2.2.4. Characterization of DOX/CAT@PLGA and DOX/CAT@PLGA-M1

The size and morphology of DOX/CAT@PLGA and DOX/CAT@PLGA-M1 NPs were determined using a transmission electron microscope (TEM, H-7650, Hitachi, Japan). Furthermore, the zeta potential and size distribution were measured at room temperature using a Nano-ZS (Malvern, UK). Lastly, the lyophilized DOX, blank NP, and DOX/CAT@PLGA-M were analyzed by the Shimadzu DSC 60 (Kyoto, Japan) to verify the successful encapsulation of the drug.
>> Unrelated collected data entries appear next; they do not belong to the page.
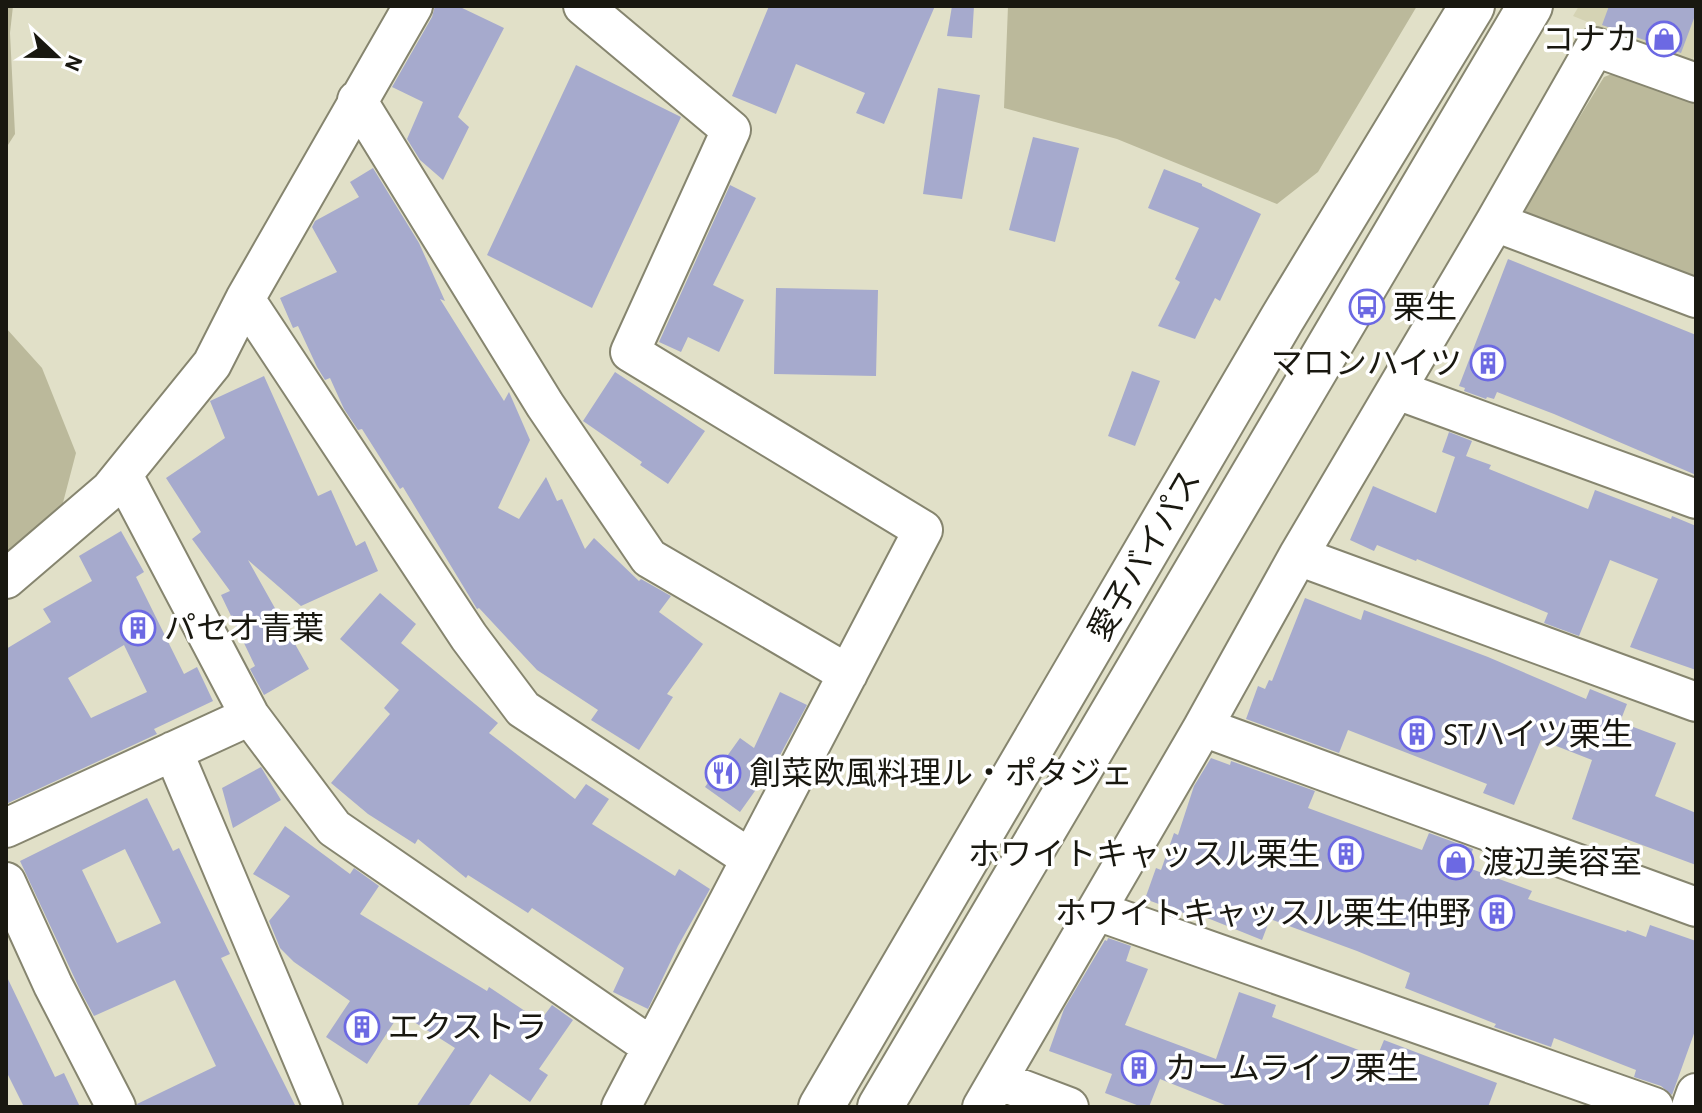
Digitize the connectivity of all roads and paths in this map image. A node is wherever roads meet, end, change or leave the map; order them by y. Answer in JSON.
{"nodes":[{"id":1,"x":413,"y":6,"type":"edge"},
{"id":2,"x":583,"y":6,"type":"edge"},
{"id":3,"x":1472,"y":6,"type":"edge"},
{"id":4,"x":1530,"y":6,"type":"edge"},
{"id":5,"x":1696,"y":83,"type":"edge"},
{"id":6,"x":357,"y":100,"type":"junction"},
{"id":7,"x":1495,"y":222,"type":"junction"},
{"id":8,"x":1696,"y":298,"type":"edge"},
{"id":9,"x":245,"y":299,"type":"junction"},
{"id":10,"x":1397,"y":390,"type":"junction"},
{"id":11,"x":123,"y":475,"type":"junction"},
{"id":12,"x":1696,"y":499,"type":"edge"},
{"id":13,"x":1298,"y":556,"type":"junction"},
{"id":14,"x":6,"y":579,"type":"edge"},
{"id":15,"x":848,"y":674,"type":"junction"},
{"id":16,"x":1696,"y":702,"type":"edge"},
{"id":17,"x":250,"y":716,"type":"junction"},
{"id":18,"x":1203,"y":727,"type":"junction"},
{"id":19,"x":173,"y":751,"type":"junction"},
{"id":20,"x":6,"y":828,"type":"edge"},
{"id":21,"x":751,"y":859,"type":"junction"},
{"id":22,"x":6,"y":882,"type":"edge"},
{"id":23,"x":1696,"y":907,"type":"edge"},
{"id":24,"x":1097,"y":911,"type":"junction"},
{"id":25,"x":652,"y":1047,"type":"junction"},
{"id":26,"x":1696,"y":1093,"type":"edge"},
{"id":27,"x":990,"y":1094,"type":"edge"},
{"id":28,"x":116,"y":1107,"type":"edge"},
{"id":29,"x":323,"y":1107,"type":"edge"},
{"id":30,"x":621,"y":1107,"type":"edge"},
{"id":31,"x":821,"y":1107,"type":"edge"},
{"id":32,"x":880,"y":1107,"type":"edge"},
{"id":33,"x":1069,"y":1107,"type":"edge"},
{"id":34,"x":1654,"y":1107,"type":"edge"},
{"id":35,"x":1691,"y":1107,"type":"edge"}],
"edges":[{"from":1,"to":6,"type":"street"},
{"from":2,"to":15,"type":"street"},
{"from":3,"to":31,"type":"highway","name":"愛子バイパス"},
{"from":4,"to":32,"type":"highway","name":"愛子バイパス"},
{"from":5,"to":7,"type":"street"},
{"from":6,"to":9,"type":"street"},
{"from":6,"to":15,"type":"street"},
{"from":7,"to":8,"type":"street"},
{"from":7,"to":10,"type":"street"},
{"from":9,"to":11,"type":"street"},
{"from":9,"to":21,"type":"street"},
{"from":10,"to":12,"type":"street"},
{"from":10,"to":13,"type":"street"},
{"from":11,"to":14,"type":"street"},
{"from":11,"to":17,"type":"street"},
{"from":13,"to":16,"type":"street"},
{"from":13,"to":18,"type":"street"},
{"from":15,"to":21,"type":"street"},
{"from":17,"to":19,"type":"street"},
{"from":17,"to":25,"type":"street"},
{"from":18,"to":23,"type":"street"},
{"from":18,"to":24,"type":"street"},
{"from":19,"to":20,"type":"street"},
{"from":19,"to":29,"type":"street"},
{"from":21,"to":25,"type":"street"},
{"from":22,"to":28,"type":"street"},
{"from":24,"to":27,"type":"street"},
{"from":24,"to":34,"type":"street"},
{"from":25,"to":30,"type":"street"},
{"from":26,"to":35,"type":"street"},
{"from":27,"to":33,"type":"street"}]}
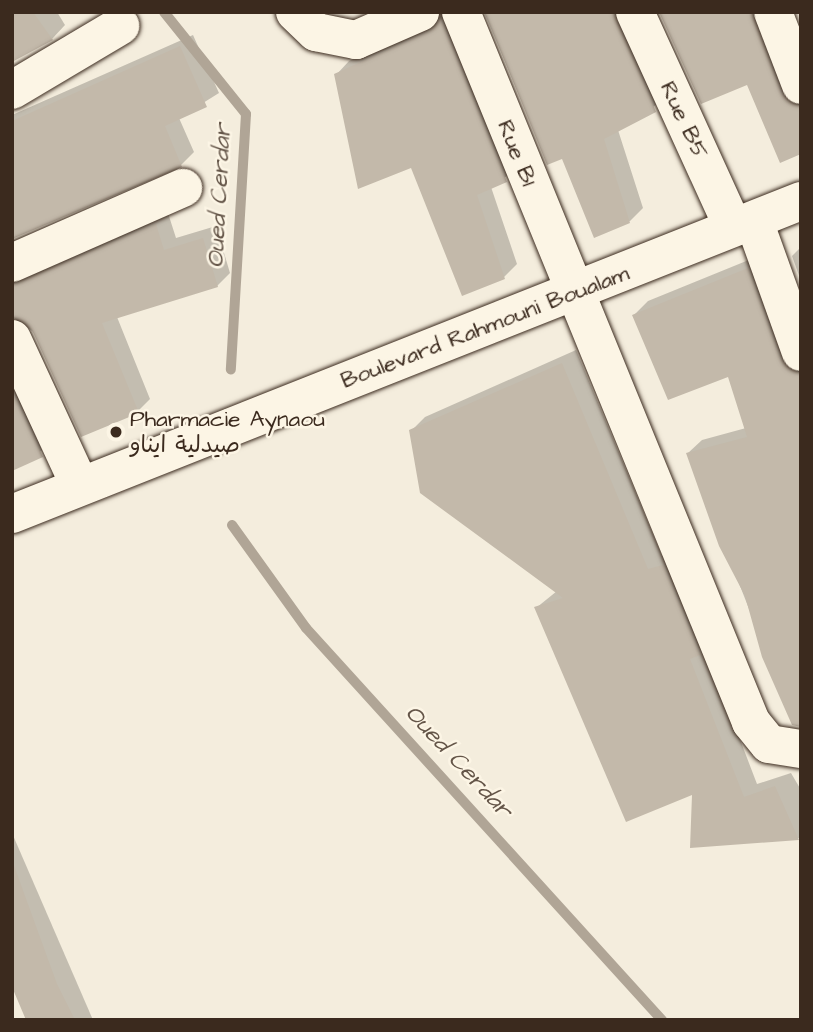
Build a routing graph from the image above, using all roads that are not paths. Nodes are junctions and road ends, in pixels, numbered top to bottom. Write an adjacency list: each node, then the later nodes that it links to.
1 (295, 12): 2 (street)
2 (420, 12)
3 (461, 12): 13 (street, Rue B1)
4 (635, 12): 11 (street, Rue B5)
5 (773, 12): 7 (street)
6 (120, 26): 8 (street)
7 (801, 85)
8 (12, 90)
9 (183, 188): 12 (street)
10 (801, 201): 11 (street, Boulevard Rahmouni Boualam)
11 (743, 224): 13 (street, Boulevard Rahmouni Boualam); 15 (street, Rue B5)
12 (12, 263)
13 (574, 295): 16 (street, Boulevard Rahmouni Boualam); 18 (street, Rue B1)
14 (12, 339): 16 (street)
15 (801, 352)
16 (80, 486): 17 (street, Boulevard Rahmouni Boualam)
17 (12, 514)
18 (801, 748)

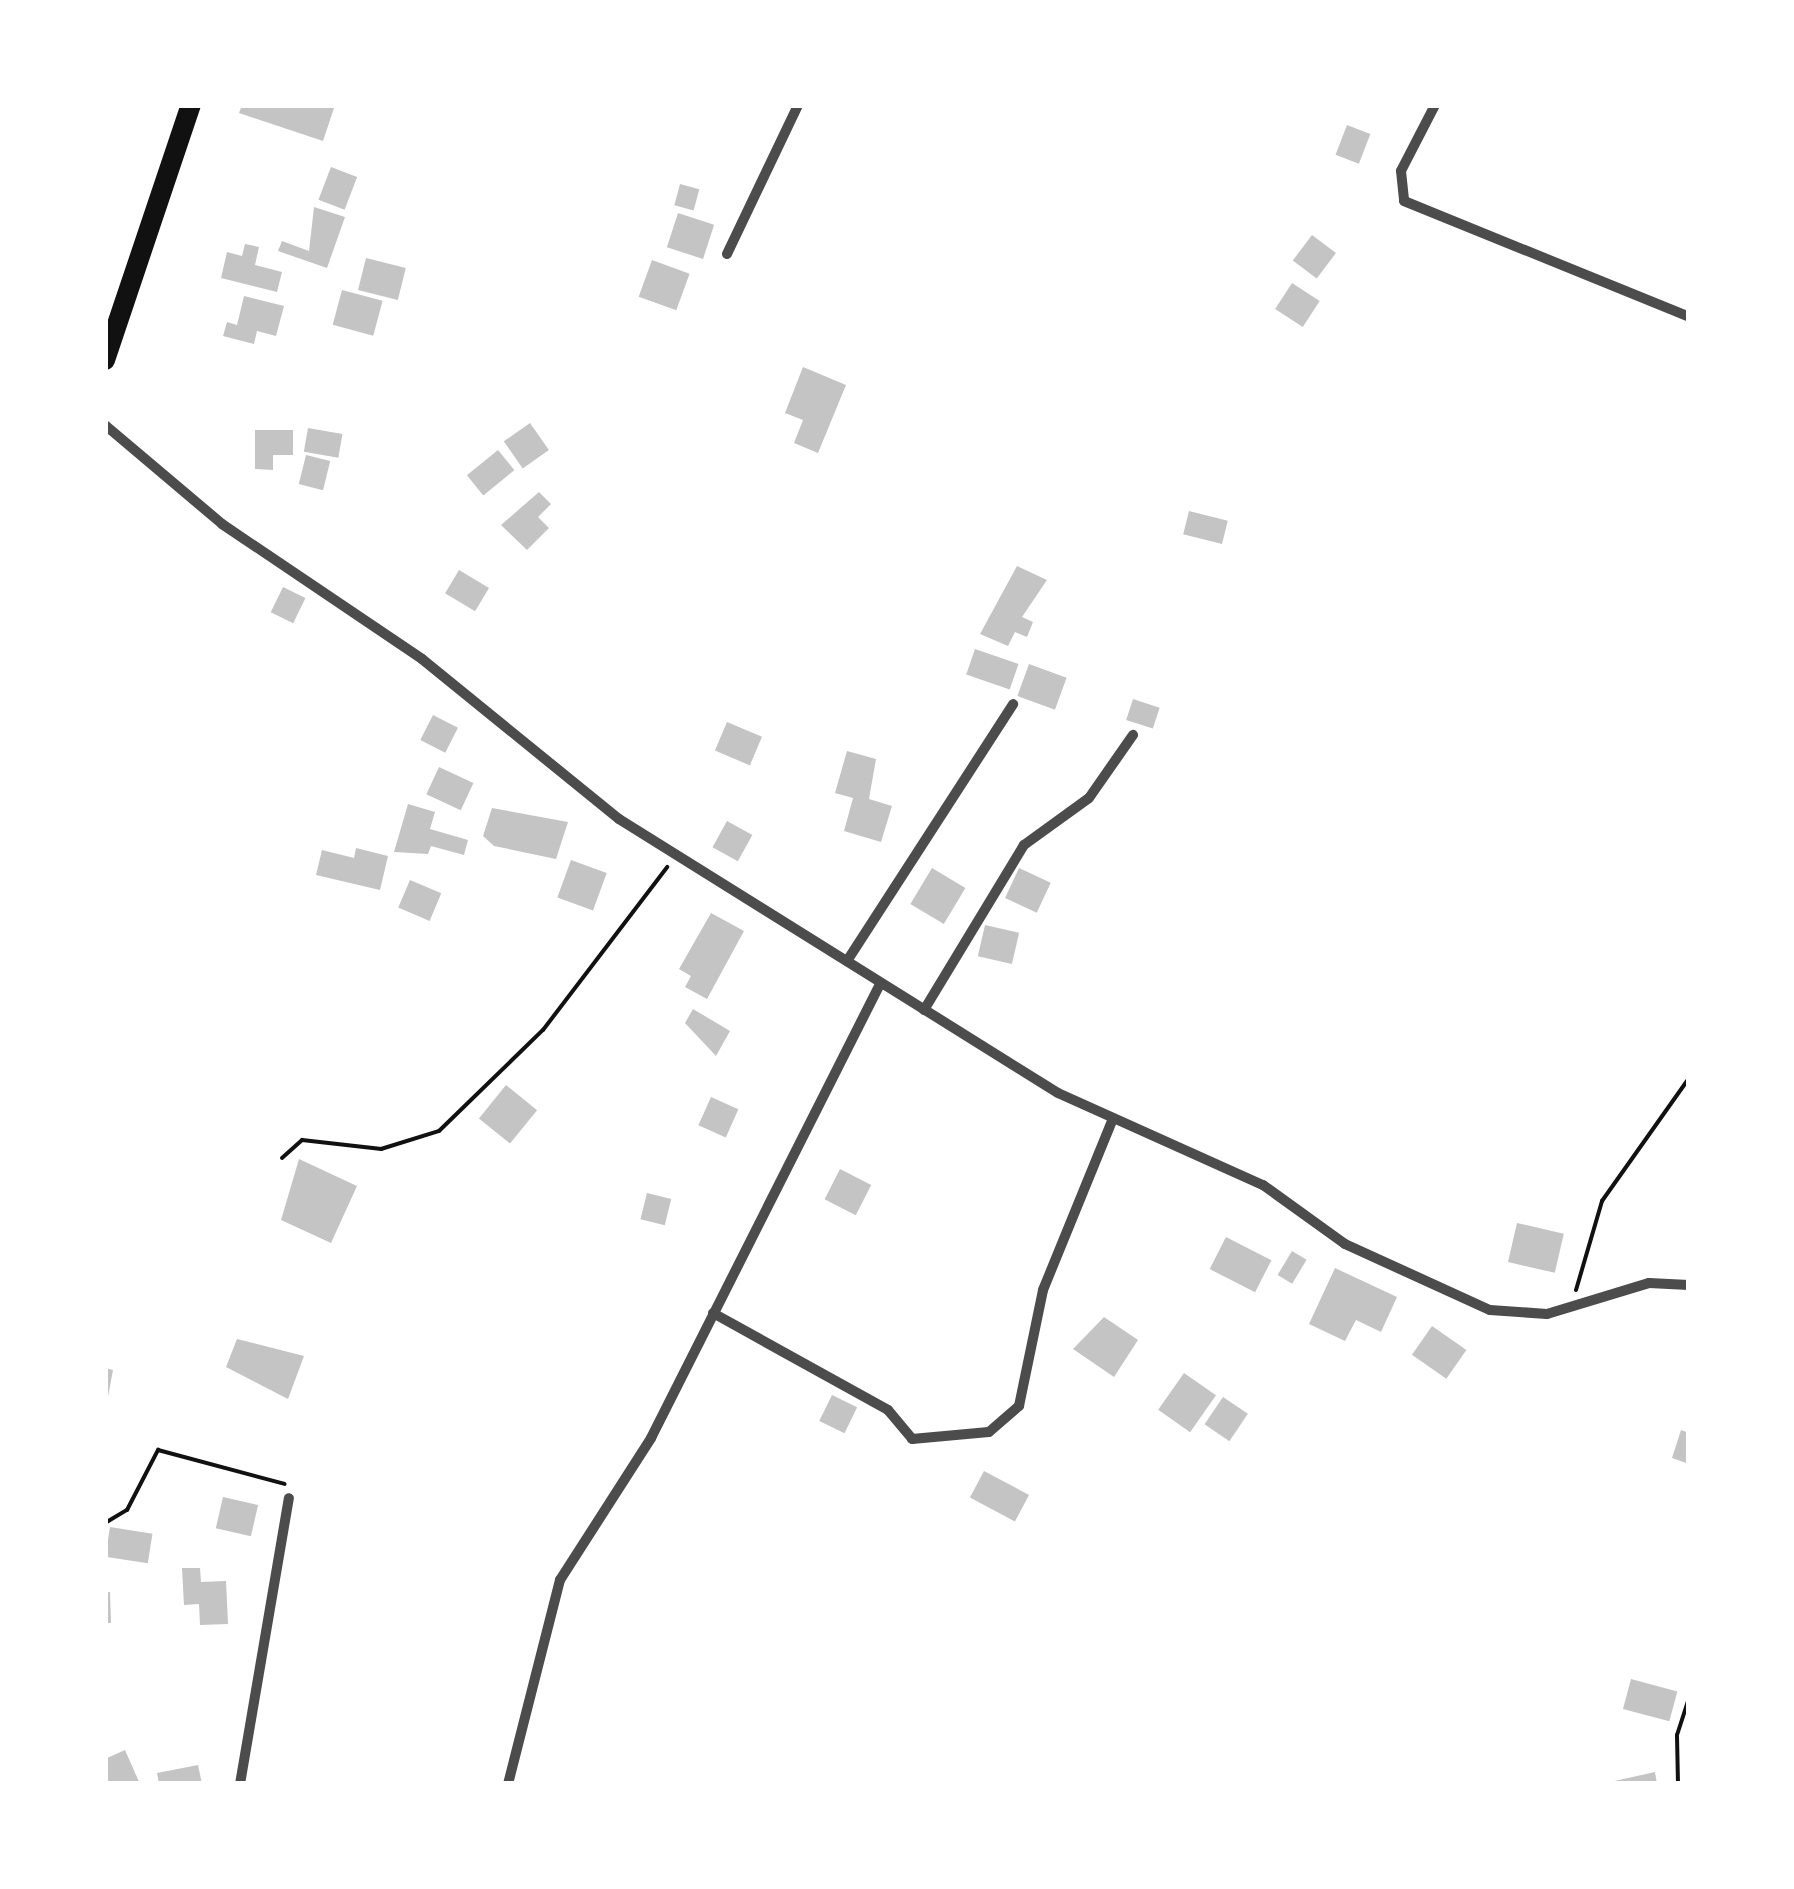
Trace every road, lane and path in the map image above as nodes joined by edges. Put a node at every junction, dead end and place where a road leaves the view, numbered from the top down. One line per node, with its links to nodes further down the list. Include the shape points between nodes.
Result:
1 (191, 105): 6 (main road)
2 (798, 105): 4 (street)
3 (1436, 105): 5 (street, via 1400,171 1404,201)
4 (726, 254)
5 (1689, 317)
6 (105, 360)
7 (105, 425): 10 (street, via 222,524 422,659)
8 (1013, 704): 11 (street)
9 (1132, 734): 13 (street, via 1088,798 1012,860)
10 (675, 855): 11 (street); 16 (path, via 543,1030 439,1132 381,1149 302,1140)
11 (847, 961): 12 (street)
12 (880, 984): 13 (street); 19 (street)
13 (924, 1010): 15 (street)
14 (1689, 1078): 18 (path, via 1602,1201)
15 (1112, 1121): 18 (street, via 1262,1185 1345,1244 1490,1310); 19 (street, via 1043,1290 1019,1406 988,1432 912,1439 888,1410)
16 (282, 1158)
17 (1689, 1285): 18 (street, via 1648,1282)
18 (1571, 1309)
19 (714, 1313): 24 (street, via 651,1438 560,1580)
20 (289, 1498): 21 (path, via 284,1483 266,1474 158,1450 128,1510); 23 (street)
21 (105, 1524)
22 (1689, 1698): 25 (path, via 1677,1735)
23 (240, 1784)
24 (508, 1784)
25 (1678, 1784)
2.2.5. Stability of NPs and In Vitro Drug Release

The in vitro drug release profiles were performed by the RC-6 dissolution instrument (China) [21]. Totals of 1 mg/mL of DOX, DOX/CAT@PLGA, and DOX/CAT@PLGA-M1 were added in dialysis (3500 Da), dispersed to PBS and PBS containing 100 μM H2O2 at 37 °C, and continuously stirred at 100 rpm. At 1, 2, 4, 6, 8, 12, 24, and 48 h, 2 mL of the free drug was measured by UV-VIS spectrophotometer instrument (UV 759S, Shanghai, China) at 480 nm with the blank release medium at the same temperature added. And the accumulated release degree of DOX was calculated. The particle size and zeta potential of the NPs were monitored at different predetermined time points to assess the stability.

2.2.6. Hemolytic Assay

The whole blood samples were centrifuged at 1500 rpm for 6 min to separate red blood cells (RBCs) from serum. RBCs were washed 3 times with PBS and centrifuged at 1500 rpm for 6 min. The RBC suspension and different concentrations of NPs were placed in EP tubes containing heparin and then incubated at 37 °C for 40 min. The supernatant in the EP tube was transferred to a 96-well plate and the absorbance value was measured at 545 nm by a microplate reader (Tecan, Switzerland) [22].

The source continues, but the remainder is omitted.